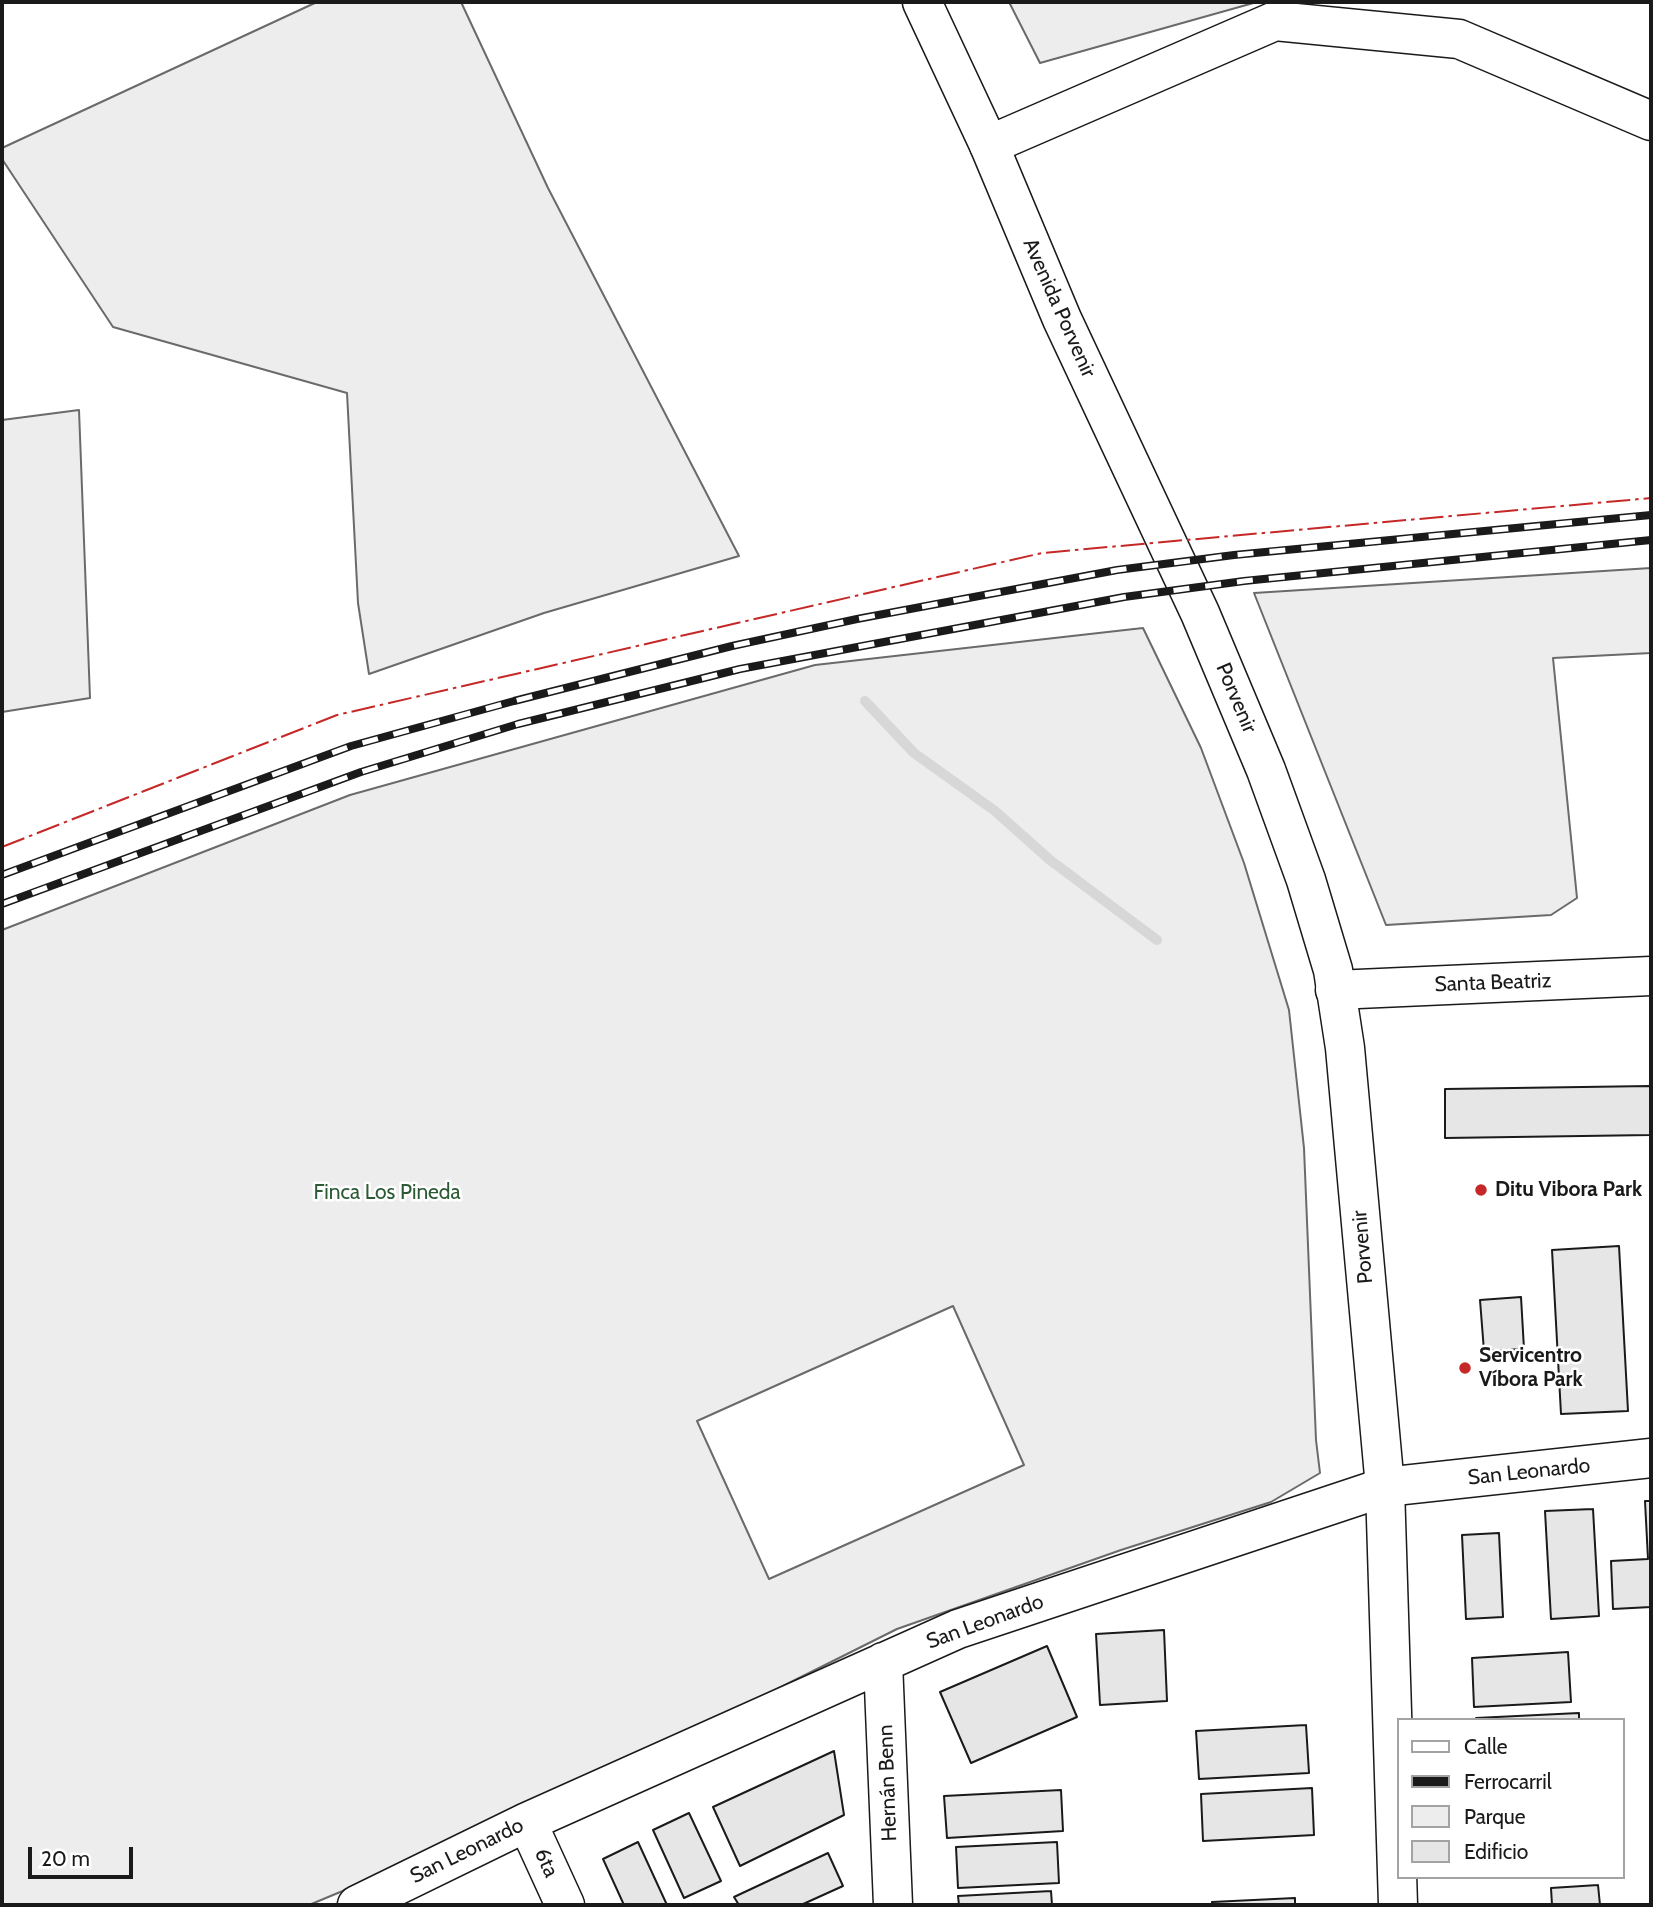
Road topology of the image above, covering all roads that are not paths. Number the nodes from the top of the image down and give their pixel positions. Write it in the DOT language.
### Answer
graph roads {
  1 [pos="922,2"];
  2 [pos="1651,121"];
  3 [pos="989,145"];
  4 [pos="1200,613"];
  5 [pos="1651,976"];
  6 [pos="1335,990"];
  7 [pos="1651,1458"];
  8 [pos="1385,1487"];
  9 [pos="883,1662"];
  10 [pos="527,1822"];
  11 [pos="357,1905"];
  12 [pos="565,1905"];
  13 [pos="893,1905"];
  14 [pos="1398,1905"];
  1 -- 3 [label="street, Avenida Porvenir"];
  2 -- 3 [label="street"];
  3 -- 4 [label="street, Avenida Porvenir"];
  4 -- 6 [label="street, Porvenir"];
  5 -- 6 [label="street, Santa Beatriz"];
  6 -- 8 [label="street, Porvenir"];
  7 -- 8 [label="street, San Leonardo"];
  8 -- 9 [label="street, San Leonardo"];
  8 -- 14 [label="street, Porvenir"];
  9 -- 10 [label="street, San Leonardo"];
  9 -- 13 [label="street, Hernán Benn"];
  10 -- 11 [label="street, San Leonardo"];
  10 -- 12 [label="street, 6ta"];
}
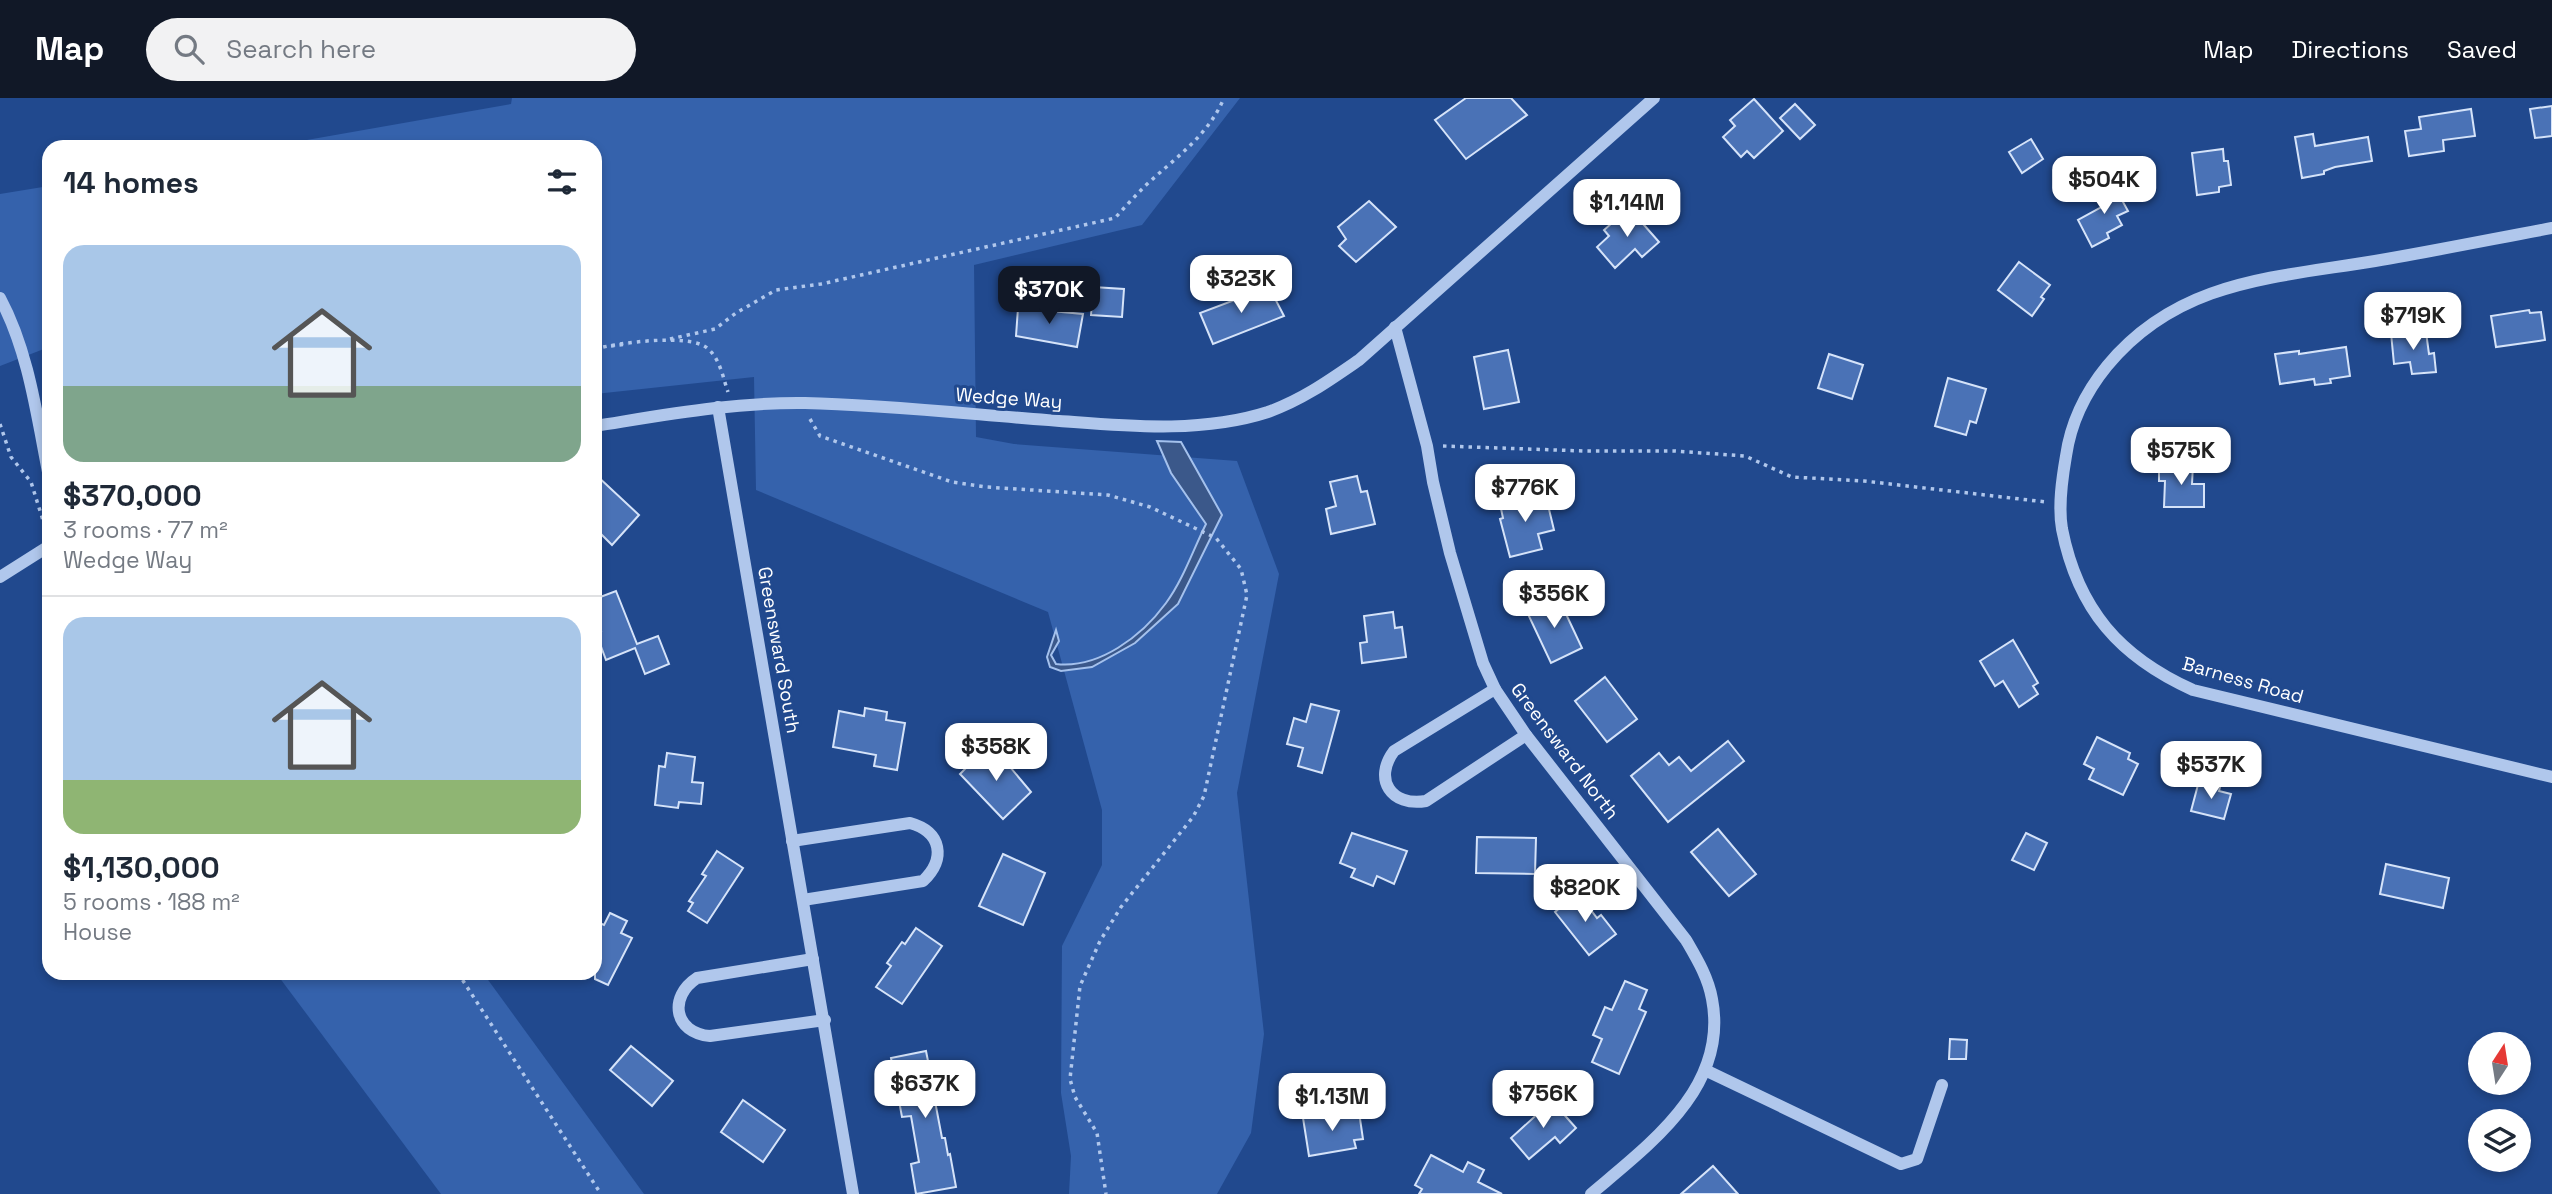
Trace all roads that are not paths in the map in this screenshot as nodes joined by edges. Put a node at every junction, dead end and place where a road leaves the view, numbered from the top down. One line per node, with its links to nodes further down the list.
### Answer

-=-=-=-=-

• _Your task_:
The records are to be returned verbatim. Skip any picture they contain.

• _The completed task_:
Road topology of the image above, covering all roads that are not paths. Number the nodes from the top of the image down and give their pixel positions. Write it in the DOT language.
### Answer
graph roads {
  1 [pos="922,2"];
  2 [pos="1651,121"];
  3 [pos="989,145"];
  4 [pos="1200,613"];
  5 [pos="1651,976"];
  6 [pos="1335,990"];
  7 [pos="1651,1458"];
  8 [pos="1385,1487"];
  9 [pos="883,1662"];
  10 [pos="527,1822"];
  11 [pos="357,1905"];
  12 [pos="565,1905"];
  13 [pos="893,1905"];
  14 [pos="1398,1905"];
  1 -- 3 [label="street, Avenida Porvenir"];
  2 -- 3 [label="street"];
  3 -- 4 [label="street, Avenida Porvenir"];
  4 -- 6 [label="street, Porvenir"];
  5 -- 6 [label="street, Santa Beatriz"];
  6 -- 8 [label="street, Porvenir"];
  7 -- 8 [label="street, San Leonardo"];
  8 -- 9 [label="street, San Leonardo"];
  8 -- 14 [label="street, Porvenir"];
  9 -- 10 [label="street, San Leonardo"];
  9 -- 13 [label="street, Hernán Benn"];
  10 -- 11 [label="street, San Leonardo"];
  10 -- 12 [label="street, 6ta"];
}
Trace all roads that are not paths in the map in this screenshot as nodes joined by edges. Put a node at every junction, dead end and place where a road leaves the view, numbered from the top down. One line per node, with its links to nodes further down the list.
### Answer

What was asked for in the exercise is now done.